As many as five million undocumented immigrants are waiting in limbo as the Supreme Court reviews challenges to President Obama's 2014 executive actions, Deferred Action for Childhood Arrivals (DACA) and Deferred Action for Parental Accountability (DAPA). But there's one group that's more than happy with the status quo.
A new look under the hood of the nation's immigration detention system reveals a staggering trend: immigrant detention has become increasingly reliant on facilities and services provided by private companies, which are driven by profit to keep or even expand existing services.
Companies like Corrections Corporation of America (CCA) and GEO Group -- the nation's two largest private prison companies -- are benefiting from our bloated immigration detention system, which has grown by 75 percent over the last decade. Together, CCA and GEO Group operate eight of the ten largest detention centers.

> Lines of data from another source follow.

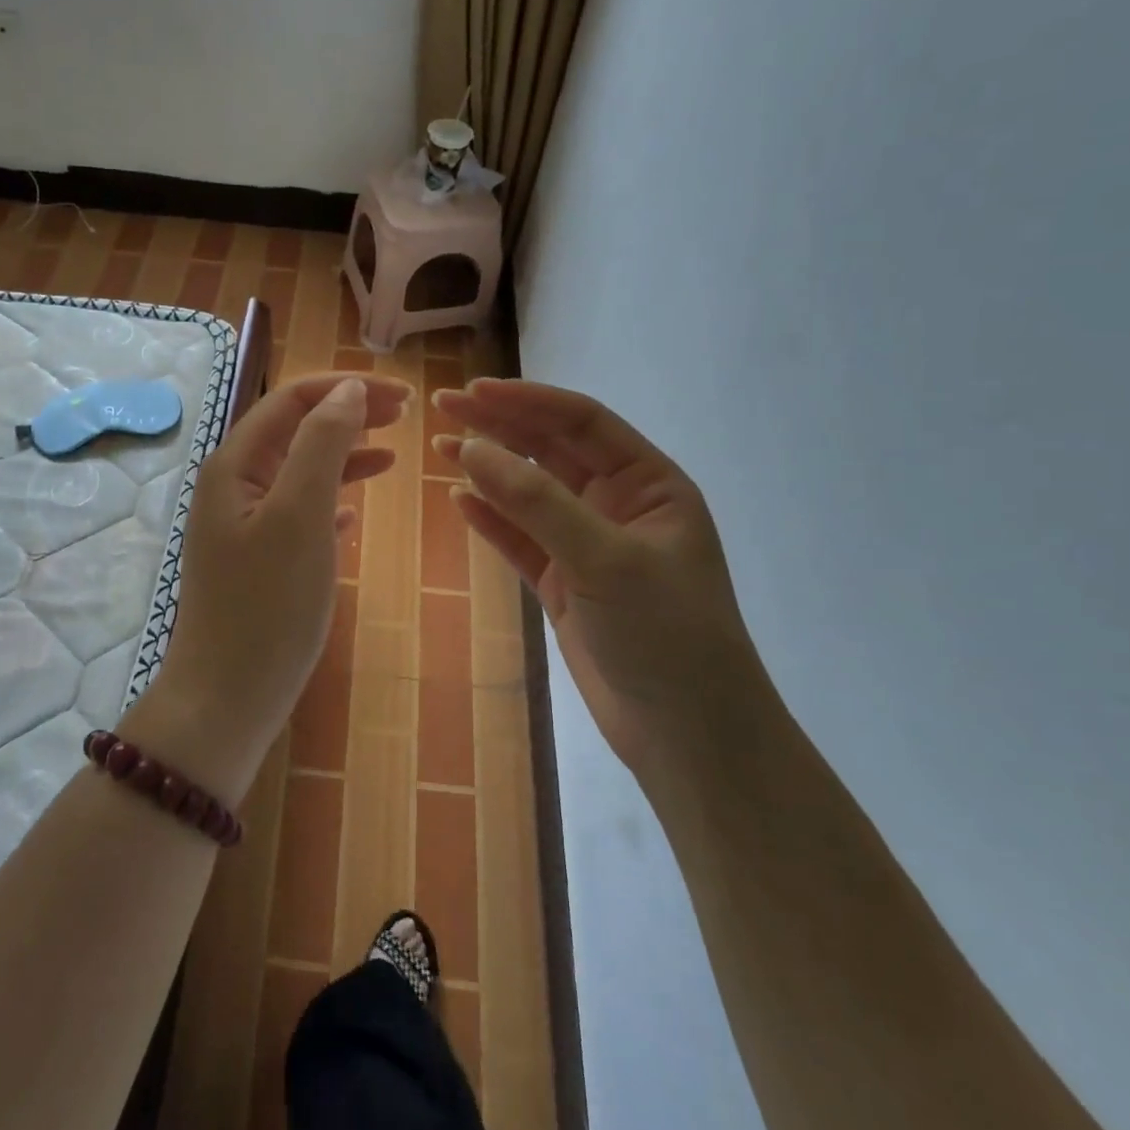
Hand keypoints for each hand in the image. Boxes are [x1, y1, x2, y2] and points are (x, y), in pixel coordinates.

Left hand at [153, 373, 410, 780]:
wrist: (227, 698)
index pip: (292, 400)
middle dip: (348, 414)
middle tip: (404, 414)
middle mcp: (233, 485)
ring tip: (393, 454)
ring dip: (345, 455)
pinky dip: (331, 500)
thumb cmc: (267, 605)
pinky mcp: (259, 560)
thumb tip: (346, 389)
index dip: (346, 388)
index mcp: (234, 465)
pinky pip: (300, 512)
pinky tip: (356, 512)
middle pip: (296, 430)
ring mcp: (244, 524)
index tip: (402, 395)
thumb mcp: (299, 515)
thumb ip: (322, 445)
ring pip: (300, 471)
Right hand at [434, 379, 773, 777]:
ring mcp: (588, 546)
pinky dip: (491, 520)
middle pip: (551, 451)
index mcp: (649, 484)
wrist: (689, 737)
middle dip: (500, 427)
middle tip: (444, 408)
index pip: (582, 422)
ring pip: (530, 494)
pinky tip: (459, 500)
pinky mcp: (564, 584)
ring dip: (488, 470)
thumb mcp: (605, 559)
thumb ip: (538, 502)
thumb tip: (471, 448)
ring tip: (440, 448)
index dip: (526, 401)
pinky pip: (521, 540)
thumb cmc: (666, 635)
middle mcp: (618, 505)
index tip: (473, 392)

This year, we'll spend $2 billion on immigrant detention, much of it going to the growing private corrections industry. The industry's growth has been fueled by guaranteed minimums (or "bed quotas") mandating that a certain number of detention beds be available, or sometimes even filled, both nationally and within individual facility contracts. These quotas incentivize pulling more people into the system with an increasingly aggressive immigration enforcement strategy. Currently, federal law mandates that U.S. Immigration and Customs Enforcement (ICE) maintain the capacity to detain at least 34,000 people at any time.
The Center for American Progress has revealed that, between 2004 and 2014, CCA and GEO Group spent millions of dollars on lobbying, which opened the door for these companies to influence legislation and contracts that include these quotas.
Until now, the vast scope of the industry has been difficult to comprehend. But a new look shows where companies like CCA and GEO Group, and those providing services like food, security, and transportation, profit in the system. Private companies profit from almost every function of America's immigration detention system.
These companies profit more when more people are detained, but also by cutting corners in the name of "efficiency." This "efficiency" is often the result of cost-cutting "innovations" like lower pay and fewer benefits for correctional officers or lower quality health care for detainees.
This "efficiency" too often falls on the backs of detainees. Just last week, we learned the tragic stories of Claudio Fagardo-Saucedo and Martin Acosta. Fagardo-Saucedo, a Mexican immigrant, died of an HIV-related infection after two years of not being seen by a doctor in a facility operated by GEO Group. Acosta, from El Salvador, was finally diagnosed with stomach cancer after four and a half months of clear signs of illness and severe pain at the same facility. These are two of the many "needless deaths"--as The Nation called them--that happen far too often in our system.
You might think that we should simply require companies to do the right thing. But the problem is in the very process itself -- private contracting. As a retired federal Bureau of Prisons (BOP) contracting official recently said, "The more specificity you put in the contract, the more money the contractors are going to want for performing the service." In other words, private companies can make the argument that they are cheaper than the government because they cut corners, harming detainees and correctional officers in the process.
DACA and DAPA are steps in the right direction. Another step we should take is addressing the substantial influence on our immigration detention by private companies, which profit more when more people are in the system.